YOUR OBJECTIVE: Lines containing the word "Vernon" are to be copied from the data below.

SOURCE DATA:
----
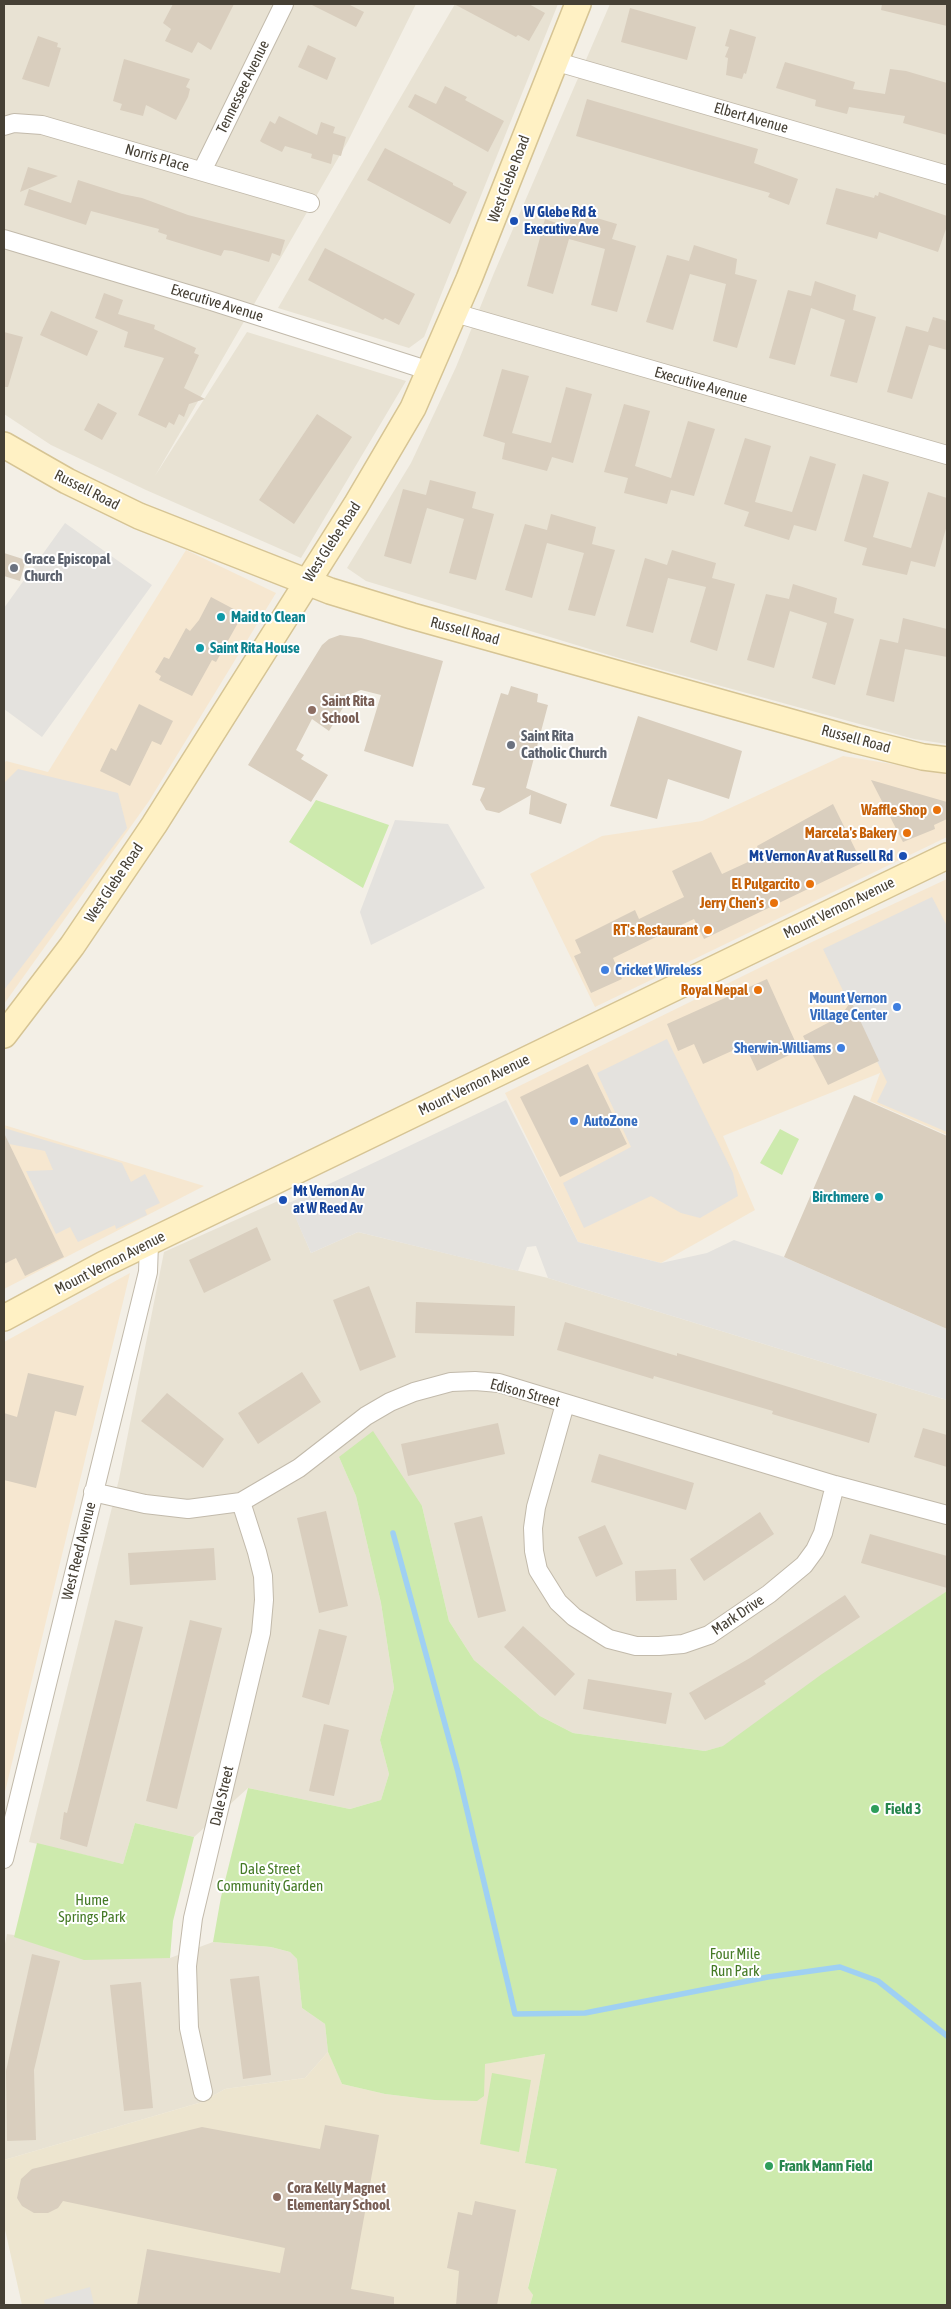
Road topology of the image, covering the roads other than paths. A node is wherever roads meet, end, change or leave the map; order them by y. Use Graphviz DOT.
graph roads {
  1 [pos="284,4"];
  2 [pos="578,4"];
  3 [pos="554,61"];
  4 [pos="4,126"];
  5 [pos="202,171"];
  6 [pos="947,175"];
  7 [pos="310,203"];
  8 [pos="4,239"];
  9 [pos="455,313"];
  10 [pos="430,371"];
  11 [pos="4,445"];
  12 [pos="947,455"];
  13 [pos="307,581"];
  14 [pos="947,760"];
  15 [pos="947,856"];
  16 [pos="4,1035"];
  17 [pos="149,1243"];
  18 [pos="4,1318"];
  19 [pos="565,1404"];
  20 [pos="835,1485"];
  21 [pos="93,1492"];
  22 [pos="241,1502"];
  23 [pos="947,1515"];
  24 [pos="4,1859"];
  25 [pos="203,2092"];
  1 -- 5 [label="street, Tennessee Avenue"];
  2 -- 3 [label="main road, West Glebe Road"];
  3 -- 6 [label="street, Elbert Avenue"];
  3 -- 9 [label="main road, West Glebe Road"];
  4 -- 5 [label="street, Norris Place"];
  5 -- 7 [label="street, Norris Place"];
  8 -- 10 [label="street, Executive Avenue"];
  9 -- 10 [label="main road, West Glebe Road"];
  9 -- 12 [label="street, Executive Avenue"];
  10 -- 13 [label="main road, West Glebe Road"];
  11 -- 13 [label="main road, Russell Road"];
  13 -- 14 [label="main road, Russell Road"];
  13 -- 16 [label="main road, West Glebe Road"];
  15 -- 17 [label="main road, Mount Vernon Avenue"];
  17 -- 18 [label="main road, Mount Vernon Avenue"];
  17 -- 21 [label="street, West Reed Avenue"];
  19 -- 20 [label="street, Edison Street"];
  19 -- 20 [label="street, Mark Drive"];
  19 -- 22 [label="street, Edison Street"];
  20 -- 23 [label="street, Edison Street"];
  21 -- 22 [label="street, Edison Street"];
  21 -- 24 [label="street, West Reed Avenue"];
  22 -- 25 [label="street, Dale Street"];
}
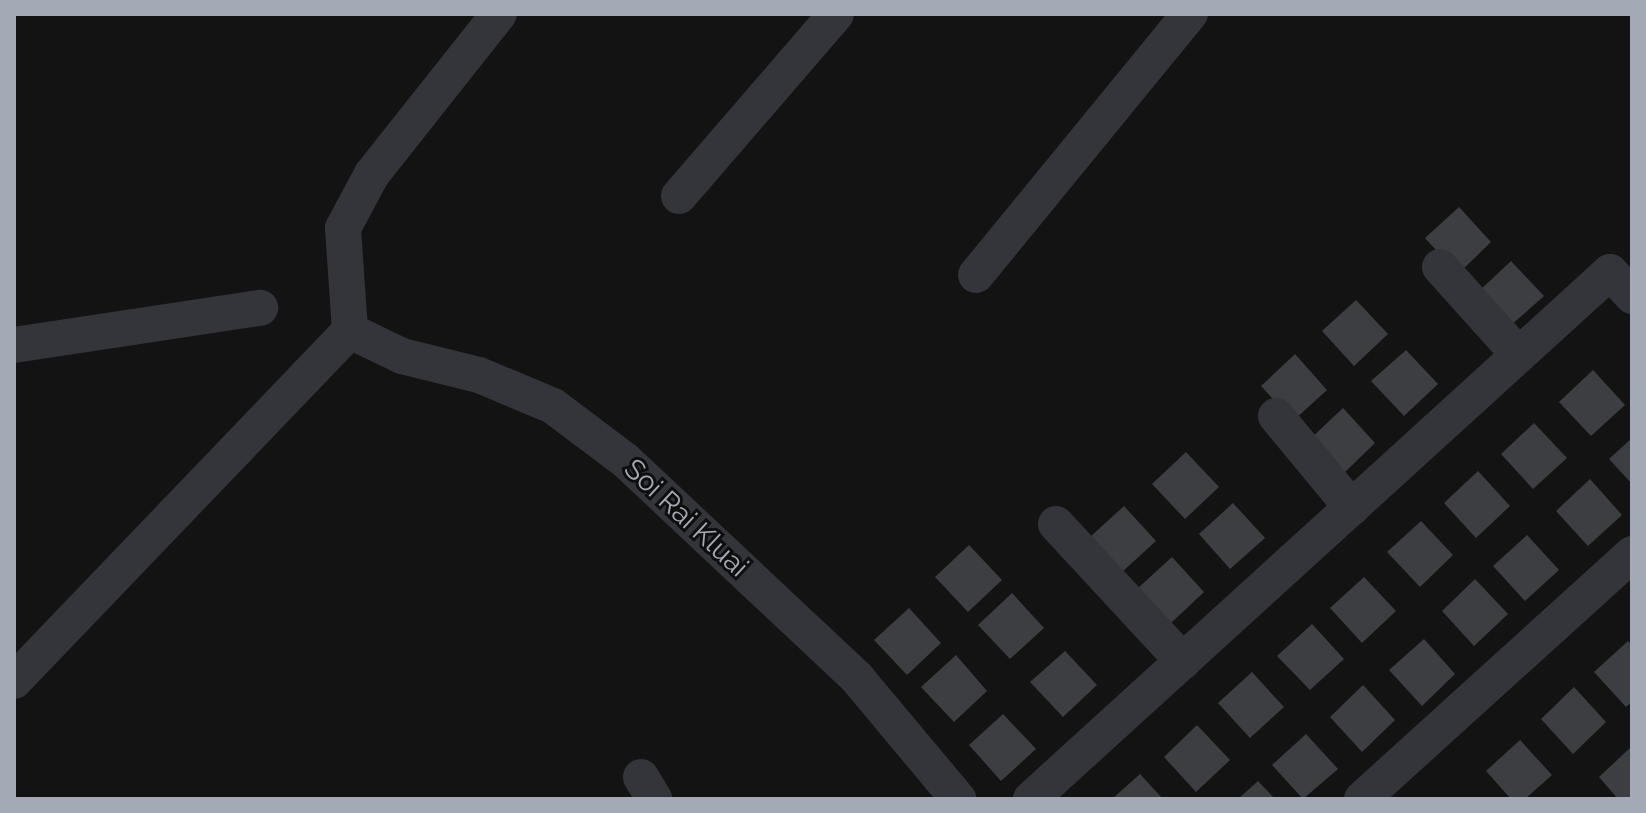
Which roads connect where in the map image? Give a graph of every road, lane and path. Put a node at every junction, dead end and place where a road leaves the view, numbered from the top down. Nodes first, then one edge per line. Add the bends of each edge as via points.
1 (499, 14) edge
2 (836, 14) edge
3 (1190, 14) edge
4 (679, 196) dead end
5 (1440, 267) dead end
6 (976, 275) dead end
7 (1632, 296) edge
8 (260, 308) dead end
9 (350, 331) junction
10 (14, 345) edge
11 (1519, 355) junction
12 (1276, 416) dead end
13 (1352, 508) junction
14 (1056, 524) dead end
15 (1632, 554) edge
16 (1183, 661) junction
17 (14, 681) edge
18 (958, 799) edge
19 (1031, 799) edge
20 (1362, 799) edge

1 - 9 street via 372,174 343,228
2 - 4 street
3 - 6 street
5 - 11 street
7 - 11 street via 1610,272
8 - 10 street
9 - 17 street
9 - 18 street, Soi Rai Kluai via 402,356 479,375 553,406 625,460 857,678
11 - 13 street
12 - 13 street
13 - 16 street
14 - 16 street
15 - 20 street
16 - 19 street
----
RESPONSE:
  15 -- 17 [label="main road, Mount Vernon Avenue"];
  17 -- 18 [label="main road, Mount Vernon Avenue"];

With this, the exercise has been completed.